Mittwoch, 15. Dezember 2021

Müssen Kinder bei der Einreise nach Südtirol in Quarantäne?

Wer aus einem EU-Land nach Italien und damit auch nach Südtirol einreist, muss ab dem morgigen Donnerstag einen negativen Corona-Test vorweisen. Für Ungeimpfte gilt eine Quarantäne von 5 Tagen. „Was die Kinder anbelangt, so gibt es noch Klärungsbedarf“, sagt Tourismuslandesrat Arnold Schuler.

„Es gibt noch Klärungsbedarf.“
„Es gibt noch Klärungsbedarf.“ - Foto: © Shutterstock / shutterstock
Italien hat mit den steigenden Fällen der Omikron-Variante die Corona-Testpflicht für Einreisende aus dem EU-Ausland eingeführt. Wer nach Italien und damit auch nach Südtirol kommt, muss vor der Abreise aus dem Herkunftsland einen negativen Test auf das Virus gemacht haben. Das gilt für Geimpfte. Ungeimpfte müssten zusätzlich zu einem Test 5 Tage in Quarantäne.





„Ich glaube nicht, dass es eine große Zahl von Stornierungen geben wird“, sagt Schuler zu STOL. Die meisten Südtirol-Urlauber seien nämlich geimpft und würden wohl auch vor einem Corona-Test für Urlaubs-Antritt nicht zurückschrecken.

„Was die Kinder anbelangt, so braucht es noch Klärungsbedarf“, so Schuler. Diese hätten ja noch keine Möglichkeit gehabt, sich impfen zu lassen und müssten demnach 5 Tage lang in Quarantäne gehen müssen, wenn sie in Südtirol ankommen. Am Mittwochvormittag hat es aus Rom aber geheißen, dass Kinder und Jugendliche bis zu 18 Jahren in Begleitung von geimpften oder genesenen Eltern nur einen negativen Test bräuchten bei ihrer Einreise.

Mittlerweile könnte diese Ausnahmeregelung aber auf Kinder von bis zu 12 Jahren begrenzt sein. „Das wäre nicht gut“, so Schuler. „Wir stehen daher dauernd in Verhandlungen mit Rom, um eine Klärung zu erreichen.“

Ausnahmezustand verlängert

Der Ministerrat hat am Dienstagnachmittag eine Verordnung gebilligt, um den coronabedingten Ausnahmezustand bis zum 31. März 2022 zu verlängern. Auf dem Ausnahmezustand basieren mehrere Verordnungen für Maßnahmen zur Eindämmung der Pandemie.

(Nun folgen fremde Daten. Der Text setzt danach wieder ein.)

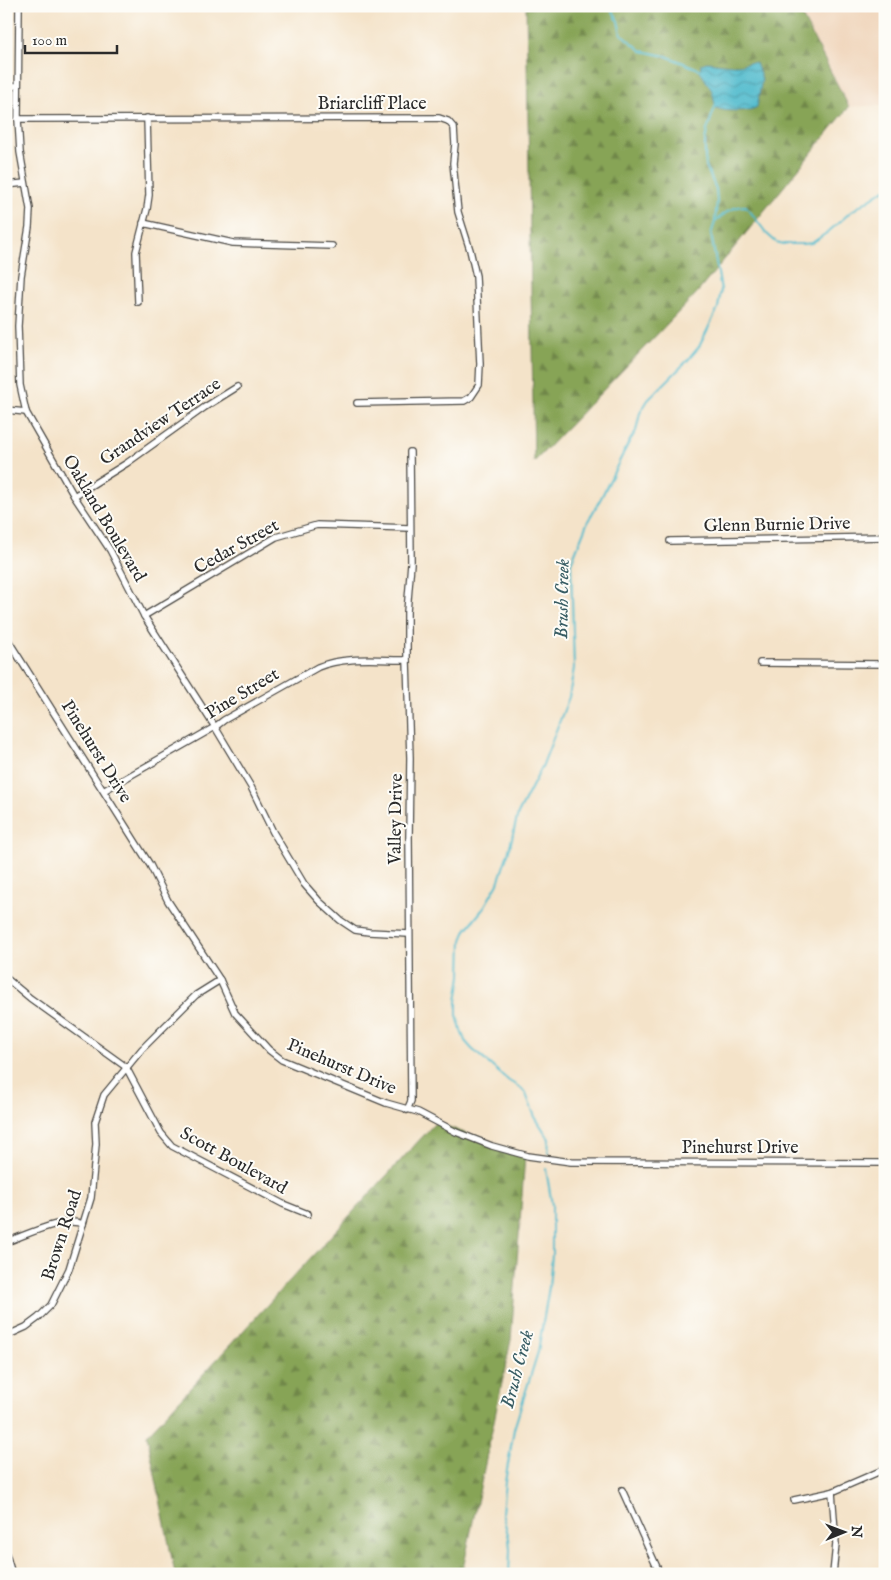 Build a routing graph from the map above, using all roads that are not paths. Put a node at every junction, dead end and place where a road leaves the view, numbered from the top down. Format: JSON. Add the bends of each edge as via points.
{"nodes":[{"id":1,"x":19,"y":6,"type":"edge"},
{"id":2,"x":6,"y":86,"type":"edge"},
{"id":3,"x":17,"y":86,"type":"junction"},
{"id":4,"x":147,"y":118,"type":"junction"},
{"id":5,"x":18,"y":119,"type":"junction"},
{"id":6,"x":25,"y":183,"type":"junction"},
{"id":7,"x":6,"y":185,"type":"edge"},
{"id":8,"x":143,"y":223,"type":"junction"},
{"id":9,"x":332,"y":246,"type":"dead end"},
{"id":10,"x":138,"y":302,"type":"dead end"},
{"id":11,"x":237,"y":387,"type":"dead end"},
{"id":12,"x":357,"y":403,"type":"dead end"},
{"id":13,"x":6,"y":410,"type":"edge"},
{"id":14,"x":26,"y":412,"type":"junction"},
{"id":15,"x":410,"y":452,"type":"dead end"},
{"id":16,"x":74,"y":496,"type":"junction"},
{"id":17,"x":410,"y":528,"type":"junction"},
{"id":18,"x":885,"y":538,"type":"edge"},
{"id":19,"x":670,"y":541,"type":"dead end"},
{"id":20,"x":144,"y":616,"type":"junction"},
{"id":21,"x":6,"y":636,"type":"edge"},
{"id":22,"x":407,"y":660,"type":"junction"},
{"id":23,"x":760,"y":663,"type":"dead end"},
{"id":24,"x":885,"y":664,"type":"edge"},
{"id":25,"x":215,"y":727,"type":"junction"},
{"id":26,"x":104,"y":790,"type":"junction"},
{"id":27,"x":410,"y":934,"type":"junction"},
{"id":28,"x":6,"y":978,"type":"edge"},
{"id":29,"x":220,"y":980,"type":"junction"},
{"id":30,"x":126,"y":1067,"type":"junction"},
{"id":31,"x":407,"y":1110,"type":"junction"},
{"id":32,"x":885,"y":1163,"type":"edge"},
{"id":33,"x":308,"y":1214,"type":"dead end"},
{"id":34,"x":84,"y":1224,"type":"junction"},
{"id":35,"x":6,"y":1242,"type":"edge"},
{"id":36,"x":6,"y":1336,"type":"edge"},
{"id":37,"x":885,"y":1469,"type":"edge"},
{"id":38,"x":622,"y":1490,"type":"dead end"},
{"id":39,"x":832,"y":1492,"type":"junction"},
{"id":40,"x":794,"y":1500,"type":"dead end"},
{"id":41,"x":6,"y":1554,"type":"edge"},
{"id":42,"x":12,"y":1574,"type":"edge"},
{"id":43,"x":660,"y":1574,"type":"edge"},
{"id":44,"x":833,"y":1574,"type":"edge"}],
"edges":[{"from":1,"to":3,"type":"street","name":"Oakland Boulevard"},
{"from":2,"to":3,"type":"street"},
{"from":3,"to":5,"type":"street","name":"Oakland Boulevard"},
{"from":4,"to":5,"type":"street","name":"Briarcliff Place"},
{"from":4,"to":8,"type":"street","via":[[149,196]]},
{"from":4,"to":12,"type":"street","name":"Briarcliff Place","via":[[439,118],[454,128],[453,163],[458,212],[476,276],[479,385],[464,401]]},
{"from":5,"to":6,"type":"street","name":"Oakland Boulevard"},
{"from":6,"to":7,"type":"street"},
{"from":6,"to":14,"type":"street","name":"Oakland Boulevard","via":[[30,227],[21,276],[18,326],[20,385]]},
{"from":8,"to":9,"type":"street","via":[[232,244]]},
{"from":8,"to":10,"type":"street","via":[[136,252]]},
{"from":11,"to":16,"type":"street","name":"Grandview Terrace"},
{"from":13,"to":14,"type":"street"},
{"from":14,"to":16,"type":"street","name":"Oakland Boulevard"},
{"from":15,"to":17,"type":"street","name":"Valley Drive"},
{"from":16,"to":20,"type":"street","name":"Oakland Boulevard","via":[[110,550]]},
{"from":17,"to":20,"type":"street","name":"Cedar Street","via":[[317,525],[276,537]]},
{"from":17,"to":22,"type":"street","name":"Valley Drive"},
{"from":18,"to":19,"type":"street","name":"Glenn Burnie Drive"},
{"from":20,"to":25,"type":"street","name":"Oakland Boulevard"},
{"from":21,"to":26,"type":"street","name":"Pinehurst Drive"},
{"from":22,"to":25,"type":"street","name":"Pine Street","via":[[327,663]]},
{"from":22,"to":27,"type":"street","name":"Valley Drive"},
{"from":23,"to":24,"type":"street"},
{"from":25,"to":26,"type":"street","name":"Pine Street"},
{"from":25,"to":27,"type":"street","name":"Oakland Boulevard","via":[[294,868],[319,901],[355,930]]},
{"from":26,"to":29,"type":"street","name":"Pinehurst Drive","via":[[168,901]]},
{"from":27,"to":31,"type":"street","name":"Valley Drive","via":[[410,1101]]},
{"from":28,"to":30,"type":"street","name":"Scott Boulevard"},
{"from":29,"to":30,"type":"street","name":"Brown Road","via":[[196,995]]},
{"from":29,"to":31,"type":"street","name":"Pinehurst Drive","via":[[235,1013],[282,1060]]},
{"from":30,"to":33,"type":"street","name":"Scott Boulevard","via":[[161,1133],[172,1146]]},
{"from":30,"to":34,"type":"street","name":"Brown Road","via":[[104,1095],[95,1122],[91,1198]]},
{"from":31,"to":32,"type":"street","name":"Pinehurst Drive","via":[[492,1146],[528,1156],[570,1162]]},
{"from":34,"to":35,"type":"street","via":[[55,1225]]},
{"from":34,"to":36,"type":"street","name":"Brown Road","via":[[69,1269],[52,1305],[26,1327]]},
{"from":37,"to":39,"type":"street"},
{"from":38,"to":43,"type":"street"},
{"from":39,"to":40,"type":"street"},
{"from":39,"to":44,"type":"street","via":[[836,1544]]},
{"from":41,"to":42,"type":"street"}]}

Der Staat kann auf dieser Grundlage Einsatzkräfte besser koordinieren und bürokratische Hürden umgehen. So kann der für das Impfprogramm zuständige Regierungskommissar Francesco Paolo Figliuolo weiterhin im Amt bleiben und das wissenschaftliche Komitee CTS, das die Regierung im Umgang mit der Pandemie berät, weiterarbeiten. Die Regierung hatte den Notstand erstmals Ende Jänner 2020 ausgerufen, nachdem in Italien der erste Coronavirus-Fall gemeldet worden war. Seither wurde er mehrmals verlängert.

6 Millionen Euro macht die Regierung für Infrastrukturen unter Aufsicht des Verteidigungsministeriums locker, in denen Impfdosen für „nationale Bedürfnisse“ gelagert werden könnten. Dies sei auch in Hinblick auf „weitere künftige Gesundheitsnotstände“ wichtig, hieß es in der Mitteilung der Regierung von Premier Mario Draghi.

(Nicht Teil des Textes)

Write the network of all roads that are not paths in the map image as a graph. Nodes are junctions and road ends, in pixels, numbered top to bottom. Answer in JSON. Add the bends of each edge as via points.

Letta: Müssen Lockdown verhindern

Die rechte Oppositionspartei Fratelli d'Italia kritisiert den Ausnahmezustand seit langem. Aus ihrer Sicht wird durch eine Machtfülle der Regierung das Parlament geschwächt. Auch die an der Regierung beteiligte rechte Lega steht einer Verlängerung skeptisch gegenüber und fordert die Aufhebung.

Die Regierung erwiderte, dass die Pandemie noch nicht besiegt worden sei. Diese Ansicht teilt auch Ex-Premier Giuseppe Conte, Chef der mitregierenden Fünf-Sterne-Bewegung. „Es ist (...) klar, dass wir angesichts der epidemiologischen Kurve und einer Variante, die sehr ansteckend zu sein scheint, eine Verlängerung für notwendig halten“, so Conte. Auch Sozialdemokraten-Chef Enrico Letta urgierte eine Verlängerung des Ausnahmezustands. „Wir müssen dafür sorgen, dass wir nicht wieder einen Lockdown ausrufen müssen“, so der Ex-Premier.